Anyways, my point is, websites are driven by advertising. Websites of local languages are going to look similar to the Times Squares and Piccadilly Circuses of the world, in their local languages and alphabets. Certain color combinations might make certain alphabets stand out better. Helveltica (and all the child fonts it's spawned over the years) happens to look really good in Red, White or Blue on a White or dark colored background, which is probably why western advertising all looks the same for the most part.

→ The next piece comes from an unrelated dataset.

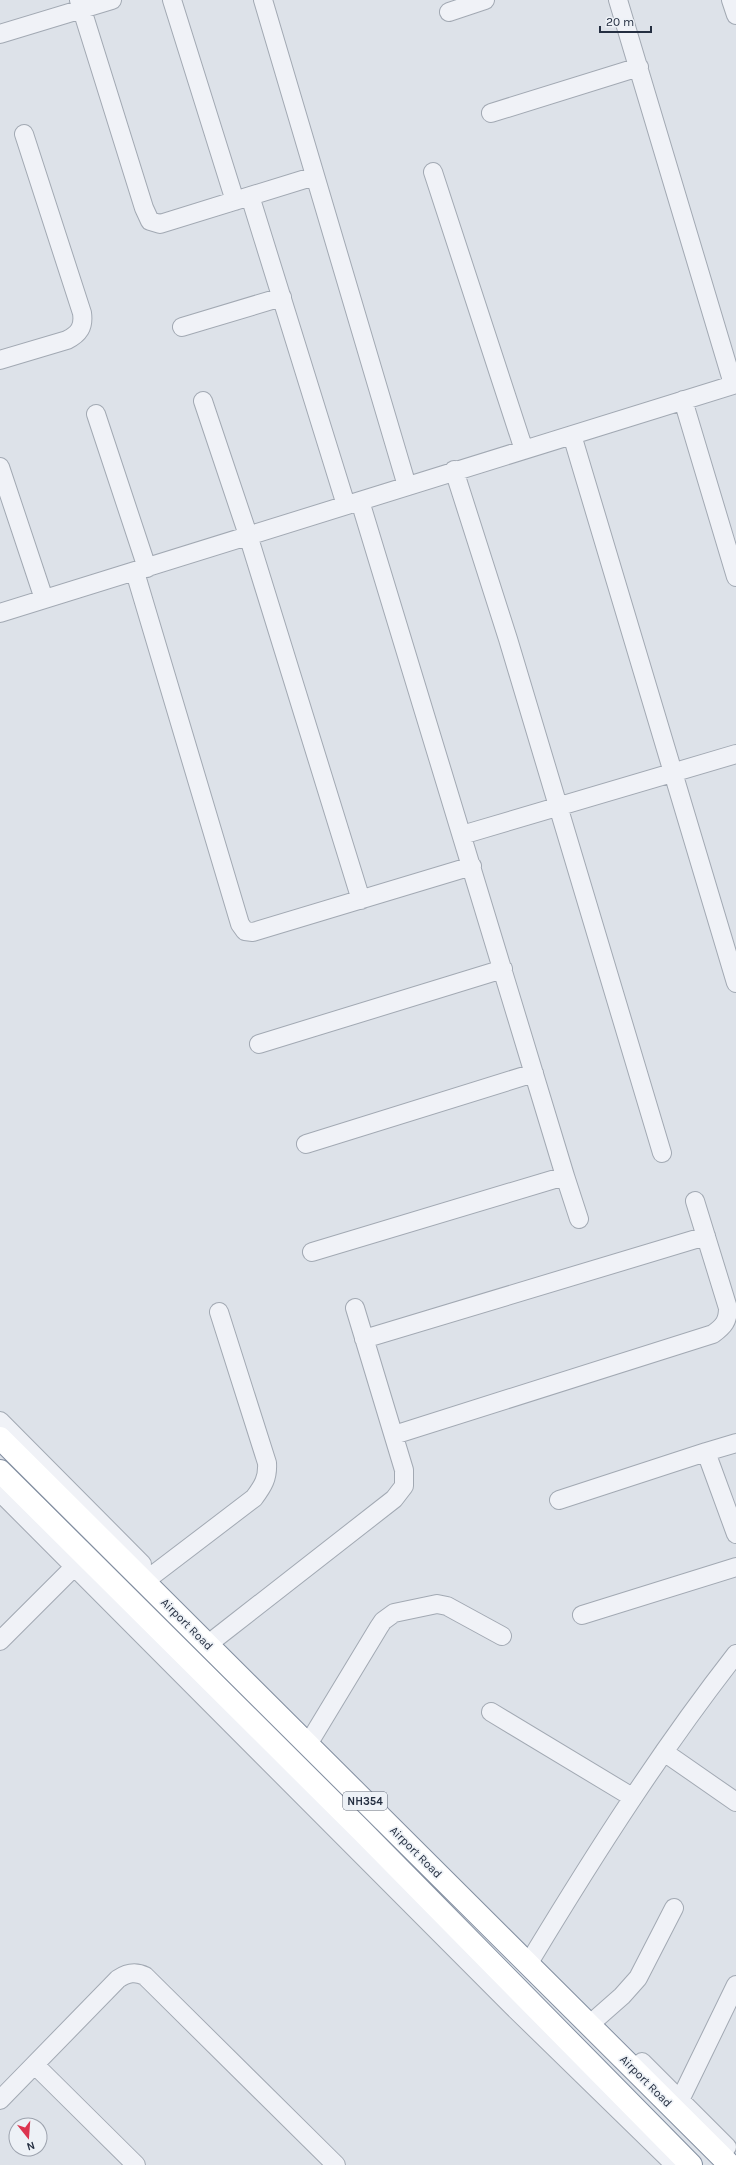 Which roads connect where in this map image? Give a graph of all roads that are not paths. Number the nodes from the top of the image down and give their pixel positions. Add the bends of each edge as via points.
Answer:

People tend to use more asian color schemes for party invitiations when using Comic Sans, and that font everyone loves to hate, Papyrus, tends to look best Black on white on tan. -
Re:Let's add a link.
Why not just use the localized language pages?
English http://www.google.com/intl/en/
Japanese http://www.google.co.jp/
Chinese http://www.google.cn/
Spanish http://www.google.es/
German http://www.google.de/
Swedish http://www.google.se/
Bork http://www.google.com/intl/xx-bork/Note: If you happen to speak swedish, the the last one is a very perverted joke.
You can easily find any other language that google offers simply by typing "google in $X" into any google search page.
I've never been redirected to another page by these links, but YMMV.
However, the default searches build into the browsers tend to redirect constantly, no matter what you language is set to.It was so bad I had to edit the search files on my system manually.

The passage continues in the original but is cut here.